The boy stood very still and watched him eat it, so I knew he was a good child.

Presently his little sister came hurrying out of the house with a battered old cage in one hand and something clasped tightly in the other.

“Cook gave me something that she said would be sure to catch the little fellow,” she called out to her brother, “if I can only get near enough to put it on his tail.”

“What is it?” asked the little boy.

“Nice fine white salt. She says the least pinch on his tail will make him as tame as a cat. Stand back, Freddie, till I put the cage on the low branch of this tree. I have some crumbs in it.”

It was amusing to see the two little creatures stand away back in the drive waiting for me to go in the cage.

Chummy was nearly killing himself laughing. “Naughty cook to spring that old joke on these innocents!”

“Would you dare me to go in, and let them put salt on my tail?” I asked.

Chummy was very much taken aback. “You never would, would you?”

“Why not? I never saw a cage yet that could keep me between its bars. I am so slim that I can slip between anything, and you know what a swift flier I am.”

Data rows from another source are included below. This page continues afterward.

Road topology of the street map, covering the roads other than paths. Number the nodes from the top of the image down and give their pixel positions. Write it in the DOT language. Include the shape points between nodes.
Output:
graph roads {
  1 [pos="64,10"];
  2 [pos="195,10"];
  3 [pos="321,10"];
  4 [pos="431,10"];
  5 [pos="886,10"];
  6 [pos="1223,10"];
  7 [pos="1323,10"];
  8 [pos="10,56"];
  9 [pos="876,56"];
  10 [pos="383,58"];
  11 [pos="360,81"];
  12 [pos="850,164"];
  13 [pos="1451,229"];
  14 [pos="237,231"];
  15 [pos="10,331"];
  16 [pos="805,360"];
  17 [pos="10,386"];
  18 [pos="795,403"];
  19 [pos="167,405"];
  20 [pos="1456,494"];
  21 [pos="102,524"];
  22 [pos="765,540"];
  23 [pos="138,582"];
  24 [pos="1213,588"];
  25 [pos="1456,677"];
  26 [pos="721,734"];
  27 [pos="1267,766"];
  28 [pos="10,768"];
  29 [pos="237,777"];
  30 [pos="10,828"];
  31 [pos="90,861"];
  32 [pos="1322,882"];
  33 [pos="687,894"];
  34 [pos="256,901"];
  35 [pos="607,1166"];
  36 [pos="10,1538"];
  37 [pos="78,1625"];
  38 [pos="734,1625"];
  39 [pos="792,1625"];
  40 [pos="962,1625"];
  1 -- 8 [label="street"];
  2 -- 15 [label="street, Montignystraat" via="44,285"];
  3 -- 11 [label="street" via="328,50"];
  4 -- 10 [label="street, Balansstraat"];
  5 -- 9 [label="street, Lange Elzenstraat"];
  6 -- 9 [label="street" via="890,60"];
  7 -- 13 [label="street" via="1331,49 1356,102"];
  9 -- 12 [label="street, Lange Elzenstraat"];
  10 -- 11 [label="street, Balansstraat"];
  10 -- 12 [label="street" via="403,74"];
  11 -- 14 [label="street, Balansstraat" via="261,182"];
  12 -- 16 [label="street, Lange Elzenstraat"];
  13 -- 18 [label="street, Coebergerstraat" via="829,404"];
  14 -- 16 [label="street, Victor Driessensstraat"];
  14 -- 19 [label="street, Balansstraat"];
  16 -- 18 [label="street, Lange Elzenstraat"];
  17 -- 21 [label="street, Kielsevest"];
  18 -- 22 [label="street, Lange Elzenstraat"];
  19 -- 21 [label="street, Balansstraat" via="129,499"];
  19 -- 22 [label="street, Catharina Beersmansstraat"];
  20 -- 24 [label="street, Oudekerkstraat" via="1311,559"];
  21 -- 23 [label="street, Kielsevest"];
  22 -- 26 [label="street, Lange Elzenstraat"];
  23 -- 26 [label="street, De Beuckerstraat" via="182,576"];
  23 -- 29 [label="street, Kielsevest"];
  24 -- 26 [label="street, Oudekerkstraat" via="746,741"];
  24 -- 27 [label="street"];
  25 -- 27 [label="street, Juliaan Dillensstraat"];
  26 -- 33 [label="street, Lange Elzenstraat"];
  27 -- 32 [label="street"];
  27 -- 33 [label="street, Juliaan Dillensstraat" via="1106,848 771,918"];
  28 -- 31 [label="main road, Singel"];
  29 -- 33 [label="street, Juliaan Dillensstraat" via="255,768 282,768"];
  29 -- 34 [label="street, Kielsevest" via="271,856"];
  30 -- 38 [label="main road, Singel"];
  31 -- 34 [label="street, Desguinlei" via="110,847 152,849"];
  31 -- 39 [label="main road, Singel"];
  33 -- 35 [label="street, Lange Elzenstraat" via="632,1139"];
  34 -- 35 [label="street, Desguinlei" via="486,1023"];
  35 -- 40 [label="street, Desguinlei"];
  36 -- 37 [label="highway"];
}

“Go on, then,” said Chummy. “I dare you; but take care you don’t get trapped.”

I made two or three scalloping flights about the children’s heads, as they stood open-mouthed staring at me, then I darted in the open door and pretended to eat the bread crumbs—things I dislike very much.

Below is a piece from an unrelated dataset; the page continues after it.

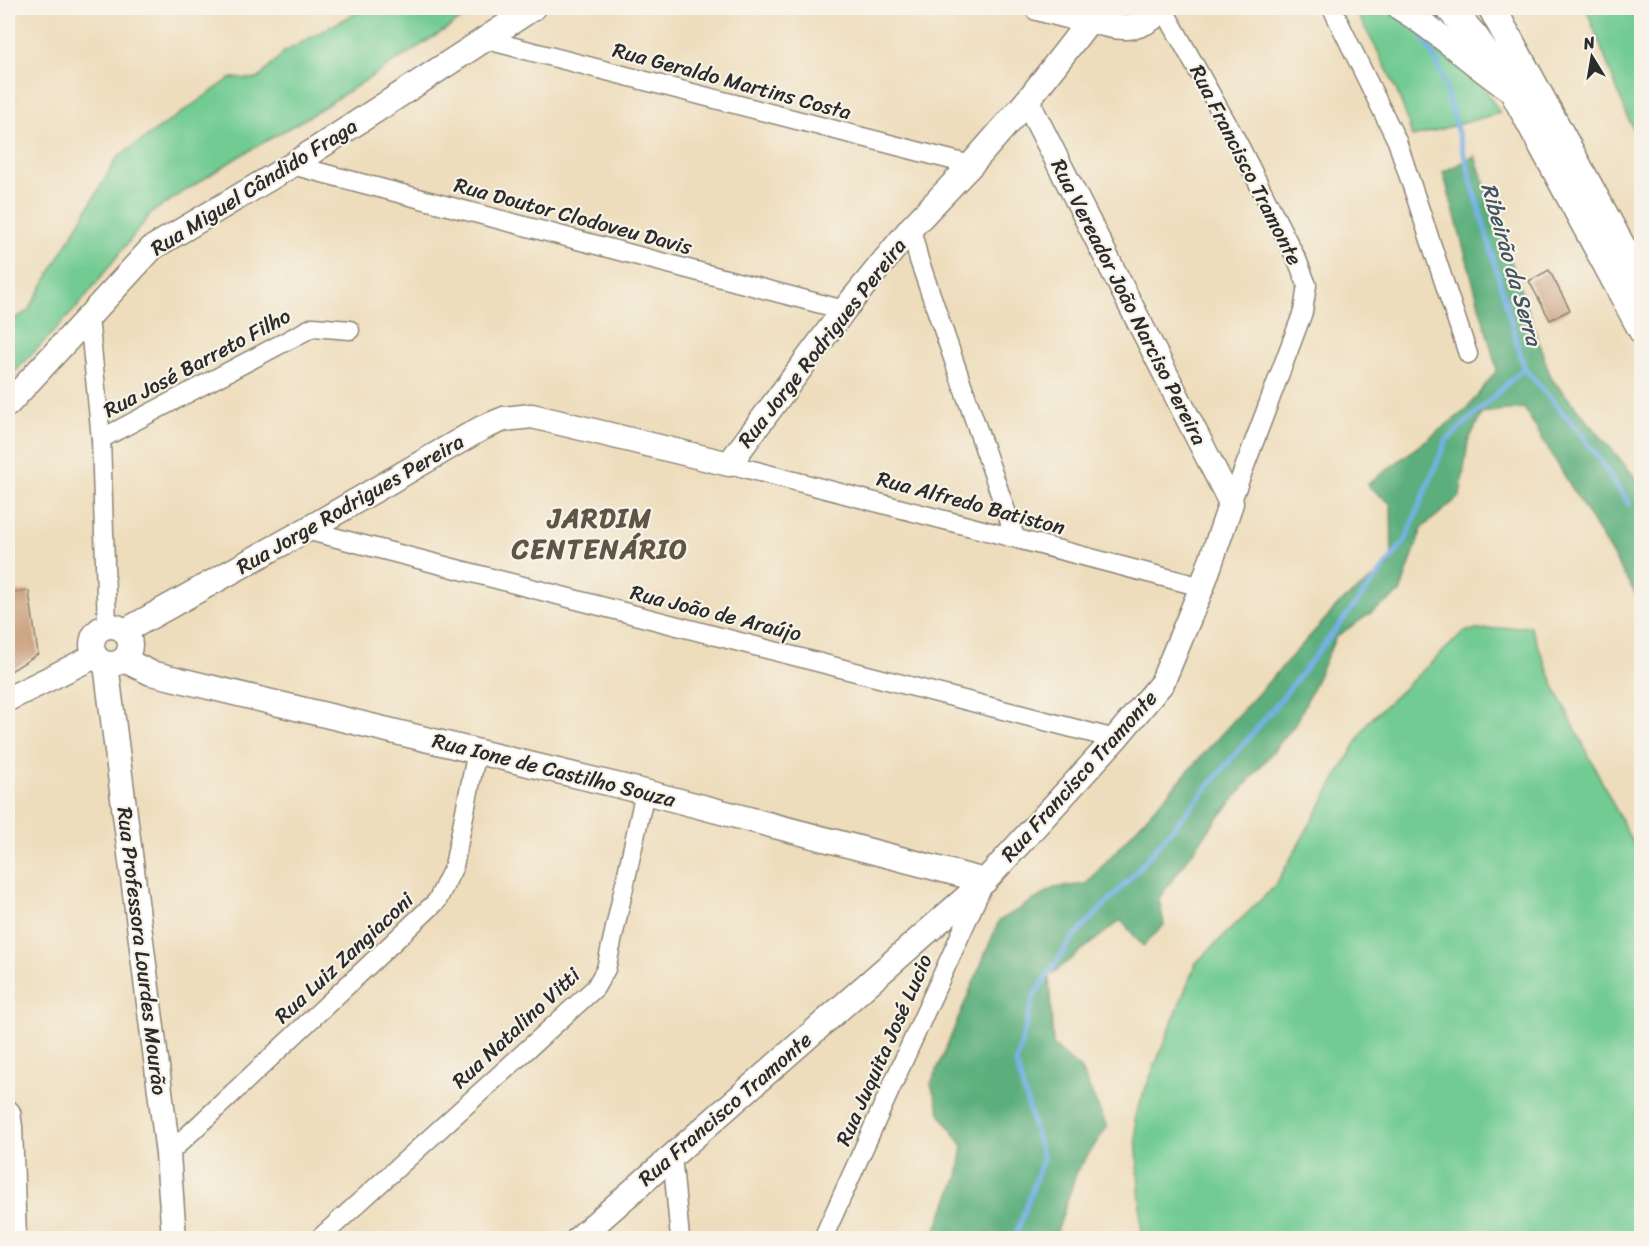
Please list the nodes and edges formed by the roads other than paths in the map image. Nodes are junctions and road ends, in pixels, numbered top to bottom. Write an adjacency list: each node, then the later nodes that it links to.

The little girl screamed with delight and loud enough to frighten the flock of wild geese we had just seen passing overhead on their way north. Then she ran to the branch, took the cage off, and sticking her chubby young hand in the door, eagerly sprinkled a generous handful of moist salt on my tail.

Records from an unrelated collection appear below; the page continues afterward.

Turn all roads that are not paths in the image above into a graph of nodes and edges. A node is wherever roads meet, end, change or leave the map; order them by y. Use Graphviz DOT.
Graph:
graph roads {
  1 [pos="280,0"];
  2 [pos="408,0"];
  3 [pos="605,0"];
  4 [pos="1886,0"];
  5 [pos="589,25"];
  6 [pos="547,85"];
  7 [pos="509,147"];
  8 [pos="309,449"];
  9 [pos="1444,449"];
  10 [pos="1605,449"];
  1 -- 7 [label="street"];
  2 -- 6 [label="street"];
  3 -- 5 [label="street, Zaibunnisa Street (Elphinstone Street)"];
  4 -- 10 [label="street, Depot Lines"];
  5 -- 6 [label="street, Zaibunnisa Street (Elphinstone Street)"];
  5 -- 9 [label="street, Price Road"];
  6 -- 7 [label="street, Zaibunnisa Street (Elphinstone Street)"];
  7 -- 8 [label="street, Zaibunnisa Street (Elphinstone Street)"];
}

I kept my head down, so none of it would go in my beak, and cast a glance up at Chummy, who was sitting on his branch, rocking with laughter. Some of the neighborhood sparrows were with him now, staring their eyes out at me, and up on the roof Slow-Boy, the pompous old pigeon, was bending over the edge to look at me, with the most amusing expression I had ever seen on the face of a bird.

I felt full of fun, and pretended to be quite happy in my new home. Hopping up on the perch, I gazed at the little girl with twinkling eyes.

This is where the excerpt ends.